The name is first recorded as Bauenburc in 1086. The mill at the centre of the village was the original site of the manufacture of Colman's mustard.

==Church==
The church of Bawburgh St Mary and St Walstan is one of 124 existing round-tower churches in Norfolk. St Walstan's Day is celebrated on an annual basis with a church service and walk to the nearby St Walstan's Well. The church is a Grade I listed building.. There is a canonical sundial on the south wall.

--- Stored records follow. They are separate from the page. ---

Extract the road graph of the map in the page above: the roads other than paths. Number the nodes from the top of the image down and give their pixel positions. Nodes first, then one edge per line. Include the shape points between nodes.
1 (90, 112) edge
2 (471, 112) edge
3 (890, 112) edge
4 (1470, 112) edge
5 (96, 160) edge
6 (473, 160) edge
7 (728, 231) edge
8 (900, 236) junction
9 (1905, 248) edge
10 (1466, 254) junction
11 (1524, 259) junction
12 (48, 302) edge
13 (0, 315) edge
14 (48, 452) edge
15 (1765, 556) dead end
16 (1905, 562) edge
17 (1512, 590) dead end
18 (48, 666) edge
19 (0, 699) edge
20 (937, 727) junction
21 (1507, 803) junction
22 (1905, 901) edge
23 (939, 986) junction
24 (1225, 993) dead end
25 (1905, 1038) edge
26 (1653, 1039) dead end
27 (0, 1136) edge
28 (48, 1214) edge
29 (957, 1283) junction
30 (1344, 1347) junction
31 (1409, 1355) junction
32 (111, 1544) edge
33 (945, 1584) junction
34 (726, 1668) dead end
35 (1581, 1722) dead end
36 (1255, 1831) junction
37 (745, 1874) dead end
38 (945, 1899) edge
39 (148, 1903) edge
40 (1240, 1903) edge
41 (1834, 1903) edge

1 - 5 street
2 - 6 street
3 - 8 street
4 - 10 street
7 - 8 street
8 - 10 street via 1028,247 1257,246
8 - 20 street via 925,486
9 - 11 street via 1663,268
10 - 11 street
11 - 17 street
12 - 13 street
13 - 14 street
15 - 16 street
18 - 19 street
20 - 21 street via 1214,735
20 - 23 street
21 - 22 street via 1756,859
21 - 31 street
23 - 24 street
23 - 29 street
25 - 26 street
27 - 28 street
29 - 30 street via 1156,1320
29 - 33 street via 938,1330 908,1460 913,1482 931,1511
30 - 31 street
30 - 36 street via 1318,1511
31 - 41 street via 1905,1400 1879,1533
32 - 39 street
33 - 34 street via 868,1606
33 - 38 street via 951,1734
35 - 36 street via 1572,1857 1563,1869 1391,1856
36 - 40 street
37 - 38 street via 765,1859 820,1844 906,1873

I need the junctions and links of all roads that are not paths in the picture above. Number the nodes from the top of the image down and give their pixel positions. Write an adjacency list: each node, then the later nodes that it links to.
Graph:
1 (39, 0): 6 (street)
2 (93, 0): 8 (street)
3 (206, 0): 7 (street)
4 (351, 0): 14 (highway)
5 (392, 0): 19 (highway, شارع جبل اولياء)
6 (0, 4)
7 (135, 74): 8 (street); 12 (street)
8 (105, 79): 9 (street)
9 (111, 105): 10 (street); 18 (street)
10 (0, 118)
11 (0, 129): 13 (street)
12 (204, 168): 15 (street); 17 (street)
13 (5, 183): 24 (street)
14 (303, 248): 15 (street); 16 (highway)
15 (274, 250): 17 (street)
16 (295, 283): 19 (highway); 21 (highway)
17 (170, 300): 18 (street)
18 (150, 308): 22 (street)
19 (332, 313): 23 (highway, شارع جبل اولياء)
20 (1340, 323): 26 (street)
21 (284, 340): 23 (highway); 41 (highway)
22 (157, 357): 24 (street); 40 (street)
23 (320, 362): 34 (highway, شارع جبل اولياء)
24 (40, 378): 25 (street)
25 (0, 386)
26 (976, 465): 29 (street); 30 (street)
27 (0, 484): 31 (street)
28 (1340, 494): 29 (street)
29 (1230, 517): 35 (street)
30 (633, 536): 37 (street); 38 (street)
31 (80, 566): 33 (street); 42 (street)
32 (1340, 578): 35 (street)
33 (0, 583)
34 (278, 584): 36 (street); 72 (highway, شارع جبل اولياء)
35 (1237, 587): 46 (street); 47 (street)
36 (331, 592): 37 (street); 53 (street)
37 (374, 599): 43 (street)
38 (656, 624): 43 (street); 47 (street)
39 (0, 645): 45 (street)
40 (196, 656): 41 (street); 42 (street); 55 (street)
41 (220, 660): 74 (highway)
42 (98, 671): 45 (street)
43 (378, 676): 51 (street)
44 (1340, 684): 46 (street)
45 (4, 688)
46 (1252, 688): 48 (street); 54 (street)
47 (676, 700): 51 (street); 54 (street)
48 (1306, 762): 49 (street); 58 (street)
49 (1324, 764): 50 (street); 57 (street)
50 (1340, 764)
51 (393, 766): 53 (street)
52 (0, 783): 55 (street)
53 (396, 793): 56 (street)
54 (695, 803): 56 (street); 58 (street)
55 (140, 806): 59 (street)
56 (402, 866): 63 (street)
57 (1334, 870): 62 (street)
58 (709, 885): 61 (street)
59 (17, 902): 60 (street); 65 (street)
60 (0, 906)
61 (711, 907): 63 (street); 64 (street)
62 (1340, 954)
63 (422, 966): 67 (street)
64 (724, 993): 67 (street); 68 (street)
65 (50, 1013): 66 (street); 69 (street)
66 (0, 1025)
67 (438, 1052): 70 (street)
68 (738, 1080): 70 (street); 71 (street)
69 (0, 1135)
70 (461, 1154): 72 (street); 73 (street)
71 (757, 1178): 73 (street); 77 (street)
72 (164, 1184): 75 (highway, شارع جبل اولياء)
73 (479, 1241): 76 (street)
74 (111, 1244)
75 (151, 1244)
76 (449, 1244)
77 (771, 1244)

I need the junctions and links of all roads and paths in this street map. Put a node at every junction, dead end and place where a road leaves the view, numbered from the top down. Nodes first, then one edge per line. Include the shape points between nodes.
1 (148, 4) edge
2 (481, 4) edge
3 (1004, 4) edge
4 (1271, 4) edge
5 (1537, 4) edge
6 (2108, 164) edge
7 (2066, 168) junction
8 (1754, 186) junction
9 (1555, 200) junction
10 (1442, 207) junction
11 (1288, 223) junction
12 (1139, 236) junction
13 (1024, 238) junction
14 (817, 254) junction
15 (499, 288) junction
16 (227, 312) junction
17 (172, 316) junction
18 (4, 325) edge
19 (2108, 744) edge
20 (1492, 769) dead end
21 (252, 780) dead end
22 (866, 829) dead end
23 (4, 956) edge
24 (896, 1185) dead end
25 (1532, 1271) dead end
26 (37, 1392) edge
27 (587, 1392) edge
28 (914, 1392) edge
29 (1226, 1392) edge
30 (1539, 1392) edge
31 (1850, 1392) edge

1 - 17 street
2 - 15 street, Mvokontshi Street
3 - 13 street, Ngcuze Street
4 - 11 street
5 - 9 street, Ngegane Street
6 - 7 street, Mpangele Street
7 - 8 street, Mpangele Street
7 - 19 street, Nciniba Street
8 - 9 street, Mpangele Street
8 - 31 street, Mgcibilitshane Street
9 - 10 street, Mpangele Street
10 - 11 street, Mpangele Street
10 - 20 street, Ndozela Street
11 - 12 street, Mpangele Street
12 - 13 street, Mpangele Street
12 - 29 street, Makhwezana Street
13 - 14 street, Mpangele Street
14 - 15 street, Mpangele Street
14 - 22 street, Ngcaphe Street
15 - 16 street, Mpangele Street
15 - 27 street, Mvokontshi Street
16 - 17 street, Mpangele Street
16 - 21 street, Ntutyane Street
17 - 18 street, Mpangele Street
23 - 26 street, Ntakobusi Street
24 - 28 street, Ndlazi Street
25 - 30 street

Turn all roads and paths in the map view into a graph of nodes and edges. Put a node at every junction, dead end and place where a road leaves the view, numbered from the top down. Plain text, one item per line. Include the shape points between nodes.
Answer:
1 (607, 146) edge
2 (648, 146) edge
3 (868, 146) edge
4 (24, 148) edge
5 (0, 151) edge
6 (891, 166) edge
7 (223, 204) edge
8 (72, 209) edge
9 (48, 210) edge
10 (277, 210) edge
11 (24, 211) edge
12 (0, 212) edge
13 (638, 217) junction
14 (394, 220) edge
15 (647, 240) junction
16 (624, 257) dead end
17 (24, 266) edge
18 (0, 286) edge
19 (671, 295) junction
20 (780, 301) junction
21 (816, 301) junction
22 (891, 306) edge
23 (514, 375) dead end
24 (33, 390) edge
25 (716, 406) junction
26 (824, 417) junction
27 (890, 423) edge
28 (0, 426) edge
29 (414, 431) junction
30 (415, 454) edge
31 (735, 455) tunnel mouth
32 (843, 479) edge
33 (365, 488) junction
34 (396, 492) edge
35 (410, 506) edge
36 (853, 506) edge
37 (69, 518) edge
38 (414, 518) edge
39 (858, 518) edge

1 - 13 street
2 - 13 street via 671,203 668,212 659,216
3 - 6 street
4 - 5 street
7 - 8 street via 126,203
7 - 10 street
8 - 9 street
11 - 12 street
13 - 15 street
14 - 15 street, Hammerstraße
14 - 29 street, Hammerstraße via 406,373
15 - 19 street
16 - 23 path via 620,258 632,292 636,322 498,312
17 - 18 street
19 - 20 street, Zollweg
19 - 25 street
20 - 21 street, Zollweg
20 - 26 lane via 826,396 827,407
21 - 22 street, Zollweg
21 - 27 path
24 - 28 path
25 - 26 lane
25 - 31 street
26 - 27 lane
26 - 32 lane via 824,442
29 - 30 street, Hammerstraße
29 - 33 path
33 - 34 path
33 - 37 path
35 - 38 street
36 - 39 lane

Bawburgh is a significant location in the legend of St Walstan, the 10th-11th century patron saint of farm labourers. According to legend, Walstan was born at Bawburgh (or possibly Blythburgh in Suffolk) into a Saxon noble family circa 970, but at the age of 12 gave up his privileged life, choosing instead to work as a farm labourer in Taverham. His initial journey on foot from Bawburgh to Taverham took Walstan through Costessey, where he donated his noble garments to two passing peasants. After many years, Walstan's imminent death was foretold by an angel and he asked a priest for the last rites; no water was available but a miraculous spring welled up on the spot. On his death, Walstan's body was returned to Bawburgh on a cart drawn by two white oxen. The oxen stopped at Costessey, where a second spring gushed forth and at Bawburgh, where a third spring appeared. St Walstan's Well at Bawburgh is the only one of the legendary springs that remains identifiable. Walstan's body was taken into the church and Bawburgh became the centre of a cult of pilgrimage, with several miracles recorded.